++++ SUPPLIED MATERIAL

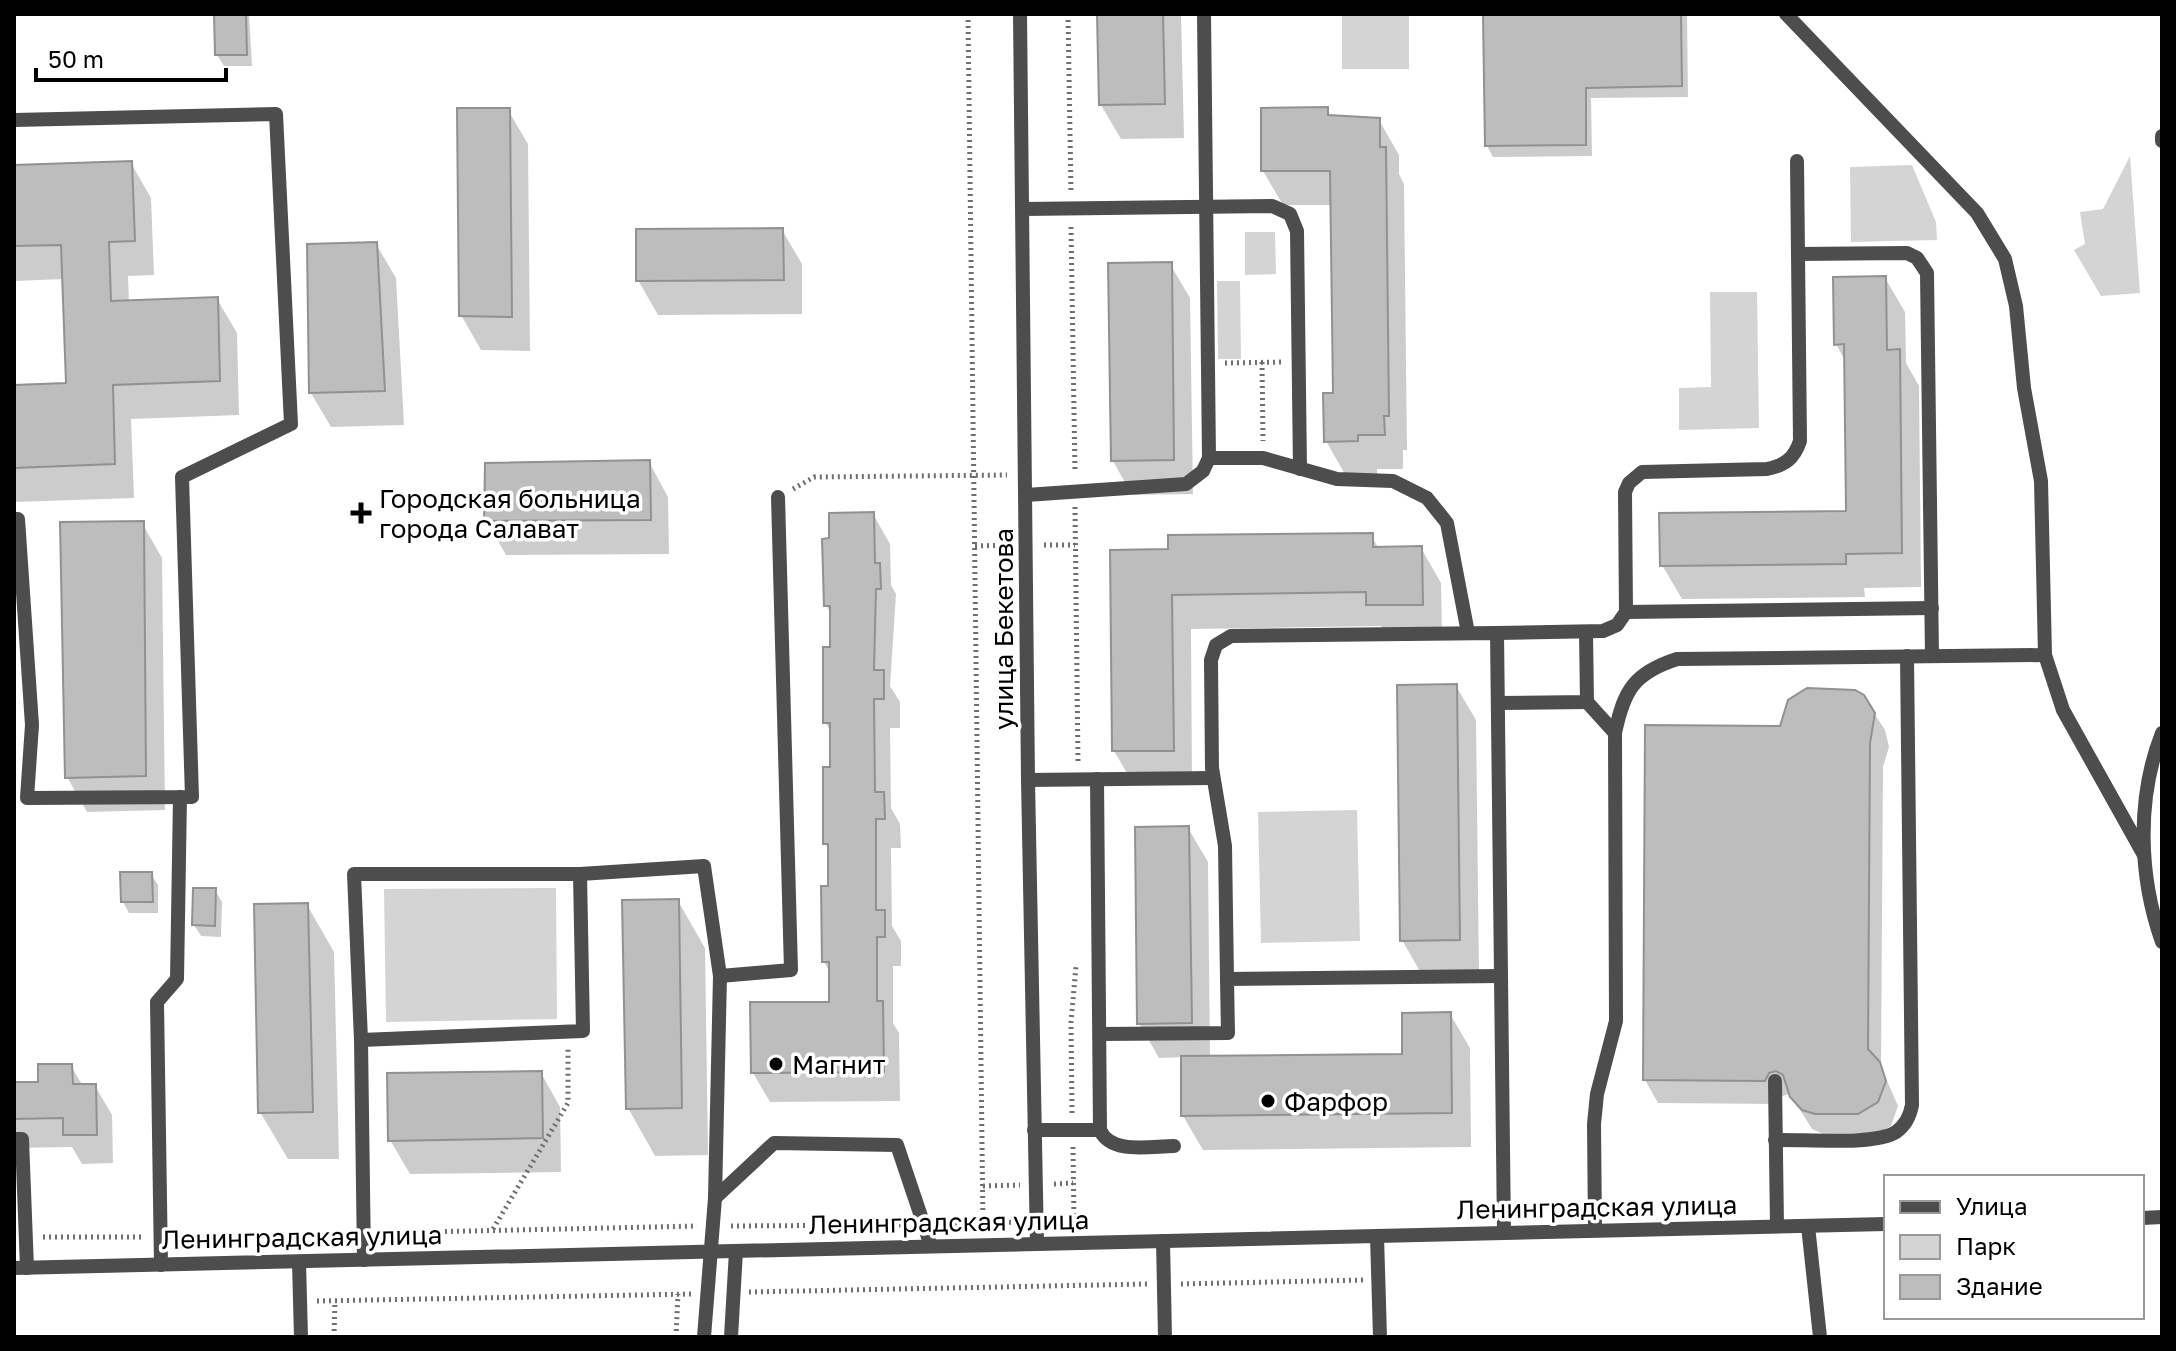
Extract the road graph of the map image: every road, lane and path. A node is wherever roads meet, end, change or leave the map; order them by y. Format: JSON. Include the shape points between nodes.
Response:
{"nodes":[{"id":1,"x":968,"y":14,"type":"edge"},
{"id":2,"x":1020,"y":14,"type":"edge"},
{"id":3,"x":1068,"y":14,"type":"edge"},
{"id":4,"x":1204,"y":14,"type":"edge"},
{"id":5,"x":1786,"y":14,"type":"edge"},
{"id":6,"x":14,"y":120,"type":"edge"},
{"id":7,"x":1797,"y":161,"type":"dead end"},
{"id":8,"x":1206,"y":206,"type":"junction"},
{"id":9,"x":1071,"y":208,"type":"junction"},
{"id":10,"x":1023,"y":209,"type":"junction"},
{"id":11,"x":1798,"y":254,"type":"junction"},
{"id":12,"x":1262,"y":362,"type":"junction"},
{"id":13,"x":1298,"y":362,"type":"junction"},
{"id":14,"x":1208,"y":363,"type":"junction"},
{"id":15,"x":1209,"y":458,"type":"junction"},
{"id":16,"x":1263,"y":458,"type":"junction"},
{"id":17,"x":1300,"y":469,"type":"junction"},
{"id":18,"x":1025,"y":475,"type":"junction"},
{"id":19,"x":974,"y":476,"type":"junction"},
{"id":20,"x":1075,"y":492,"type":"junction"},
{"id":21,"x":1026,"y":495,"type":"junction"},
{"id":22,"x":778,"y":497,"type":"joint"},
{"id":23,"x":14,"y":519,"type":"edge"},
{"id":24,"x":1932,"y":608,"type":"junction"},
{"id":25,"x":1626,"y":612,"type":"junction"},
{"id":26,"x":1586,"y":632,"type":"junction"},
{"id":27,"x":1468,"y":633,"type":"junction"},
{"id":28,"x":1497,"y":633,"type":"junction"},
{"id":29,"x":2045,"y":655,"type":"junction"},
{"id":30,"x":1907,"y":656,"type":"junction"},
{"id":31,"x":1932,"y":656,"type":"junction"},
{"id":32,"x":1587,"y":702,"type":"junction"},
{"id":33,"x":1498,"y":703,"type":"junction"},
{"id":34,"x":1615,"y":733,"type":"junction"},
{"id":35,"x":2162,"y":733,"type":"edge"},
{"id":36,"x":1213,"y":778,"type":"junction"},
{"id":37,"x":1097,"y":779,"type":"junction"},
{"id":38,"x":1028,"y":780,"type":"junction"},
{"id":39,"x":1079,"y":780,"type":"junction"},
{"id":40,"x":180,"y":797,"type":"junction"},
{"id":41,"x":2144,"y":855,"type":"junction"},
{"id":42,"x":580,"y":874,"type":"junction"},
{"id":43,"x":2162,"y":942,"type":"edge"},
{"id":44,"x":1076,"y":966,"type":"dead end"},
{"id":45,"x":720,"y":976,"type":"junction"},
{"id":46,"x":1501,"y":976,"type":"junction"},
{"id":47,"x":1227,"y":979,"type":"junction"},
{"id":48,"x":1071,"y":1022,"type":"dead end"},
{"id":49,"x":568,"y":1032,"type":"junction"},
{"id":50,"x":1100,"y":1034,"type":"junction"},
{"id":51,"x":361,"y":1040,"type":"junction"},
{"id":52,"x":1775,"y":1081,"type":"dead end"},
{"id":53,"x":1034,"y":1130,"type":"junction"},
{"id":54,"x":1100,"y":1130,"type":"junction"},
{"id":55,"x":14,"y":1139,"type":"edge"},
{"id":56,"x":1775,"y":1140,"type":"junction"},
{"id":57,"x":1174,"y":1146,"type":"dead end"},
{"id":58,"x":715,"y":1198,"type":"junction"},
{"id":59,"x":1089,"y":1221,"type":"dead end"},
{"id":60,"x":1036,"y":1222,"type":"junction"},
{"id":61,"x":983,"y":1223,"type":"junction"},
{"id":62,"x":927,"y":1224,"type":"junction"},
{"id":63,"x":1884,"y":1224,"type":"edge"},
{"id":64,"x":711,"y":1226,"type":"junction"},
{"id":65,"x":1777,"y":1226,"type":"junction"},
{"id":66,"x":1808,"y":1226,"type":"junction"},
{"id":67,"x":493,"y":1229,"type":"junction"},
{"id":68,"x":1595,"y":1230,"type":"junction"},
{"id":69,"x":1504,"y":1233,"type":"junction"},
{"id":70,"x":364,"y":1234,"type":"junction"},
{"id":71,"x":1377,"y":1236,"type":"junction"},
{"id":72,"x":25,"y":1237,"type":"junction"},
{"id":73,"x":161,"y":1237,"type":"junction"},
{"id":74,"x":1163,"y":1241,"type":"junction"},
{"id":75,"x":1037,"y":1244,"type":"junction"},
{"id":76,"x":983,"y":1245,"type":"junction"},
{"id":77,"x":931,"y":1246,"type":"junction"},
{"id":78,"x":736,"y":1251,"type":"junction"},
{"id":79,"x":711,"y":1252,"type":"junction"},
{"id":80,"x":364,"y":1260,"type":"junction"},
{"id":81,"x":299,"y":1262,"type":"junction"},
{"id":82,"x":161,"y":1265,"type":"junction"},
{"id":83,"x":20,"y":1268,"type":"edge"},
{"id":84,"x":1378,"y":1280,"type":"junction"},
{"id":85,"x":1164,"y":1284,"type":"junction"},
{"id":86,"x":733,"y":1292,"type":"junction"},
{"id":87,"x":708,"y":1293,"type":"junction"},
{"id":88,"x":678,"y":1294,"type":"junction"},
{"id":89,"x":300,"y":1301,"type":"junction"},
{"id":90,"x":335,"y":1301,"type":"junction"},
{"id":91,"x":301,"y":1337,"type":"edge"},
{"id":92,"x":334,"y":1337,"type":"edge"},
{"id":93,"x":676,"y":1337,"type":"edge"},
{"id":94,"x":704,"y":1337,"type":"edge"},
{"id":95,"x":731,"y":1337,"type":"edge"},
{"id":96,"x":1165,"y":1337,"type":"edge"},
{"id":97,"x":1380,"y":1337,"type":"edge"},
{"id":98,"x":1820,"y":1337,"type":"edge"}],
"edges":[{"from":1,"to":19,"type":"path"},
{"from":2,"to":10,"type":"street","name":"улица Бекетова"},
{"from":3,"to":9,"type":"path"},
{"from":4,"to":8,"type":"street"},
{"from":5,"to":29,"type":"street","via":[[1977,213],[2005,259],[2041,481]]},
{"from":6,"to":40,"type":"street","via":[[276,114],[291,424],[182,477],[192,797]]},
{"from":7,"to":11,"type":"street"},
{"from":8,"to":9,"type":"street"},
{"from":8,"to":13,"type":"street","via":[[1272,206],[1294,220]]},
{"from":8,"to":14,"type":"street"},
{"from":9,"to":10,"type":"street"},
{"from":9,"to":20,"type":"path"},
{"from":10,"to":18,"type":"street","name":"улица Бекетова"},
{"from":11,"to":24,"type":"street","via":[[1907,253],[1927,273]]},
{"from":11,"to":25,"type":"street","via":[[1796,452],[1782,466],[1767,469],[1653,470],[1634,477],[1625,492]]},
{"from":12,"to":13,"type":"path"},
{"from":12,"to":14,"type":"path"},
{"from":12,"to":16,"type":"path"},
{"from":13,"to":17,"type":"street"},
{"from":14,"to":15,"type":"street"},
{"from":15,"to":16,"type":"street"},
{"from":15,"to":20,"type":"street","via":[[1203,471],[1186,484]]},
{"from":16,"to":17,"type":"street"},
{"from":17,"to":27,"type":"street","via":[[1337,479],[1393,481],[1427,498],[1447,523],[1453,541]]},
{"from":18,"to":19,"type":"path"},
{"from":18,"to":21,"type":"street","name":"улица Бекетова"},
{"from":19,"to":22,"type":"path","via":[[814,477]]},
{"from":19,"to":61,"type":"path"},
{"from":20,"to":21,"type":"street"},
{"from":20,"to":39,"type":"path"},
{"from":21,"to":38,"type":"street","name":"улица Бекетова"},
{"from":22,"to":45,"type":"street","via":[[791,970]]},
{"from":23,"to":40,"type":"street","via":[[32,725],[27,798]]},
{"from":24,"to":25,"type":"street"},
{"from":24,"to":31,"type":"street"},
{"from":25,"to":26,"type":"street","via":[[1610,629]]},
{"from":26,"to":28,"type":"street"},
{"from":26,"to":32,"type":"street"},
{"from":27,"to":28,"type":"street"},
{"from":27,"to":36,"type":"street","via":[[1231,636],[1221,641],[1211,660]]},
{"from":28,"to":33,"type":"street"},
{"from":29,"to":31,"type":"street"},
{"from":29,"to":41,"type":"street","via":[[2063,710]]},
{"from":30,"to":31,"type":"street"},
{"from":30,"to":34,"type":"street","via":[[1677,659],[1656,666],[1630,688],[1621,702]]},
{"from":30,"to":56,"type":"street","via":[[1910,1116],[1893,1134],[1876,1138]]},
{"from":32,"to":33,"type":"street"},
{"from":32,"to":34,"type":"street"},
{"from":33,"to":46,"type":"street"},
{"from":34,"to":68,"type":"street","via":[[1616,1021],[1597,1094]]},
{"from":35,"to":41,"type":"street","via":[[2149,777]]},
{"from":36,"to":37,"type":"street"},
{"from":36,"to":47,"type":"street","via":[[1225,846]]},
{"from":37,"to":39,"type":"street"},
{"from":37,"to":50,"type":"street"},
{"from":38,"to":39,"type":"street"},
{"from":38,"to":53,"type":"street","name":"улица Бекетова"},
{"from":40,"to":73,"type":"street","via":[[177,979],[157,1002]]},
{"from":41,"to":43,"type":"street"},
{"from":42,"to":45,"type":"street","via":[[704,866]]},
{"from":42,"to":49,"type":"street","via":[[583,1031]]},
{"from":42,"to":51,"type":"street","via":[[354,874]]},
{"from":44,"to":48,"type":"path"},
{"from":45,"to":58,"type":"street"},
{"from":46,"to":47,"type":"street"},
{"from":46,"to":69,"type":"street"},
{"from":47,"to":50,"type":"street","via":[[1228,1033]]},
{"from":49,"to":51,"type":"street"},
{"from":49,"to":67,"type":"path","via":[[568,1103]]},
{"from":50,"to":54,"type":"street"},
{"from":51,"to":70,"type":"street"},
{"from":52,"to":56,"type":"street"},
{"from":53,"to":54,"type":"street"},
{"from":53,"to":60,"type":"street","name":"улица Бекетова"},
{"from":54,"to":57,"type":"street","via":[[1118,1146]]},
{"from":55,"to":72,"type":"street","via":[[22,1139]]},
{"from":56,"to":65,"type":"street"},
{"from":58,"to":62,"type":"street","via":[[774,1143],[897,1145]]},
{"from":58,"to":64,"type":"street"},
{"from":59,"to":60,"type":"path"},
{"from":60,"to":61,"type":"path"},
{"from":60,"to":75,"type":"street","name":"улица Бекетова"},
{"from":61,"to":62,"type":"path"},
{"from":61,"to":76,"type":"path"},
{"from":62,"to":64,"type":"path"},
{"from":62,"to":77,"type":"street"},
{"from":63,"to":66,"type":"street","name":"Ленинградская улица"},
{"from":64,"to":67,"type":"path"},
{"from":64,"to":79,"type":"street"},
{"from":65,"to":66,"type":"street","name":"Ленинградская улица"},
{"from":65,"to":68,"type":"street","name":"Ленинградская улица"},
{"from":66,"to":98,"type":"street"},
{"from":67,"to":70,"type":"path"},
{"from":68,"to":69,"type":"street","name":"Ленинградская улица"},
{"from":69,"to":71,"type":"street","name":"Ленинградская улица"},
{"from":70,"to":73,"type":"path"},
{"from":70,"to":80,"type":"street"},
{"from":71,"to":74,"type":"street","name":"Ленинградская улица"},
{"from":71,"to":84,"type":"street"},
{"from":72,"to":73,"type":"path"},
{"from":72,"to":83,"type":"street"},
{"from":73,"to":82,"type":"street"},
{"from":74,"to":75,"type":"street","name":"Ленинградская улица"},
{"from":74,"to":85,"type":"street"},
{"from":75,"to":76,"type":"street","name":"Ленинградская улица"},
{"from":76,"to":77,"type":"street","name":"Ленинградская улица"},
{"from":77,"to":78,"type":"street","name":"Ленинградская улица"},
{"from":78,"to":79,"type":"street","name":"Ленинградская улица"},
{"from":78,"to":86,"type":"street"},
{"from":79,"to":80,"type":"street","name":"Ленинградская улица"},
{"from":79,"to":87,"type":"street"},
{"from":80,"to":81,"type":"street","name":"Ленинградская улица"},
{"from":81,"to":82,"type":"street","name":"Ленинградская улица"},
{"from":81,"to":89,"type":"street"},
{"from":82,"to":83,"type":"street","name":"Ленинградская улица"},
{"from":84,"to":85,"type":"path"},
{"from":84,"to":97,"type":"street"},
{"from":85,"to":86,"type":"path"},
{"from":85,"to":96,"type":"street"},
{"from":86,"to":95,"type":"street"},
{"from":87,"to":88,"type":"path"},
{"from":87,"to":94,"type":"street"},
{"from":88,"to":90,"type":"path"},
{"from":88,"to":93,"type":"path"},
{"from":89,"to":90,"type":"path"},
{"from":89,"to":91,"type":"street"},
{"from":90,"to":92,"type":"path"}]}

++++++++

EXERCISE AIM: State the number of lines in the listing that include the word "Бекетова", without any other text.

TASK RESPONSE: 7